The price we have to pay
The nationwide shutdown called by various opposition parties against the UPA government raising fuel prices had only one agenda: for opposition parties to stand up and be counted.india Updated: Jul 06, 2010 00:44 IST
The nationwide shutdown called by various opposition parties against the UPA government raising fuel prices had only one agenda: for opposition parties to stand up and be counted. That’s probably a cruel statement for us to make when there are enough critical issues — including containing fuel prices within the realm of common sense — for the Opposition to latch on to. But the fact of the matter is that by calling for a nationwide bandh, how can anyone make any constructive criticism worth the mention? The main opposition party and the temporary main opposition party (the BJP and the Left respectively) are aware of what’s at stake here. And yet, they see it fit to engage in 80s-style agit-prop in an era when India is bothered by growth rates and the genuine additionals that come with it for all. This isn’t a government that believes in the ‘trickle down’ effect, thus policy decisions that involve the uplift of the proverbial ‘aam aadmi’. What the oppositional space engaged in yesterday was to take advantage of generalised disgruntlement and play it as action against a specific grouse.
Let’s take the daily wage labourer, for starters. Without sounding like a theoretical Marxist, one can assume that many in the working class — the majority of which would be part of the unorganised sector — would be forced to forego a day’s wages in states where the ‘Bharat bandh’ was enforced. The BJP, ostensibly the nation’s ‘trader’s party’, and the Left, similarly the self-styled flag-bearer of the worker, saw it fit to desire a clampdown on professional life. The disagreement over fuel price could have been thrashed out in Parliament — both parties having representation in that democratic forum. Instead, it chose the more disruptive, more voluble platform of street agitation. Coming from parties that know the ‘system’, this is nothing short of deplorable.
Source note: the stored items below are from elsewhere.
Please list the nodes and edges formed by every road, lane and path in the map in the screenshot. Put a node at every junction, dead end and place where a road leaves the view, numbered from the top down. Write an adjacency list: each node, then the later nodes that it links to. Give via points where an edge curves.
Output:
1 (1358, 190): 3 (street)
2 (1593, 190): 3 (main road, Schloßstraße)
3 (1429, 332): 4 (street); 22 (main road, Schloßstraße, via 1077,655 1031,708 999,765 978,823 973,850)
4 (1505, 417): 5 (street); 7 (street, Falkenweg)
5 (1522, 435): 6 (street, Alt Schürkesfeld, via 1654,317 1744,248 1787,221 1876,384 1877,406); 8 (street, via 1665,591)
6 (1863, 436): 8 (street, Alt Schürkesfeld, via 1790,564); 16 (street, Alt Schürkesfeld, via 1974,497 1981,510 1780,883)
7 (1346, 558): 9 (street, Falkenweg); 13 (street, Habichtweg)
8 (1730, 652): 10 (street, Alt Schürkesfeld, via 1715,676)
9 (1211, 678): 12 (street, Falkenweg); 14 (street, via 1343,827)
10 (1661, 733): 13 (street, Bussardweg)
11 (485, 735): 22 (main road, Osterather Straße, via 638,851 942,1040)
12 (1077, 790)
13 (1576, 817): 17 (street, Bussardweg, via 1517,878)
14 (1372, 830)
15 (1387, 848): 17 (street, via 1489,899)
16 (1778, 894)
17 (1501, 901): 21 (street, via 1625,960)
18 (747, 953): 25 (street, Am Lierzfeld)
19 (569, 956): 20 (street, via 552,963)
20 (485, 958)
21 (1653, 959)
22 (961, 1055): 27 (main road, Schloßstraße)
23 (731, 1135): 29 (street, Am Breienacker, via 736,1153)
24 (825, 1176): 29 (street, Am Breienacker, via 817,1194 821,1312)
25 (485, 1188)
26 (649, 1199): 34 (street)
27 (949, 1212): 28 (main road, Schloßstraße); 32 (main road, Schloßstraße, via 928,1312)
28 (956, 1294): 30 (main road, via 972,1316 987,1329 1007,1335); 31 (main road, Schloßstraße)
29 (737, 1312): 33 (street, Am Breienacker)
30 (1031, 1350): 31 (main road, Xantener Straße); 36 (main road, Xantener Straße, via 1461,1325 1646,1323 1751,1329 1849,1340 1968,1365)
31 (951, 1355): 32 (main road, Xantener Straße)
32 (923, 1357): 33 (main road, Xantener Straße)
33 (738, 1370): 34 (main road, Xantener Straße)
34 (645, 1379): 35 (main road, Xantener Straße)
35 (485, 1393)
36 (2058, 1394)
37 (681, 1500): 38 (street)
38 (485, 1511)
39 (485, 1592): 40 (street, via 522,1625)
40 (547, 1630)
There will be number-crunchers who will work out how much money was lost because of the ‘bandh’. But more than politics subsuming the ‘polis’ — the people who make up the nation — what is worrisome is the idea of a certain kind of political churlishness that sees it fit to put the people in a corner in the name of the people. If the BJP or the Left was in power, one wonders how either party or ideology would have acted. The politics of reaction, alas, is easier, and even more unfortunately turns the ruling establishment, with its many genuine faults, into a martyr with the people of India having to deal with being collateral damage.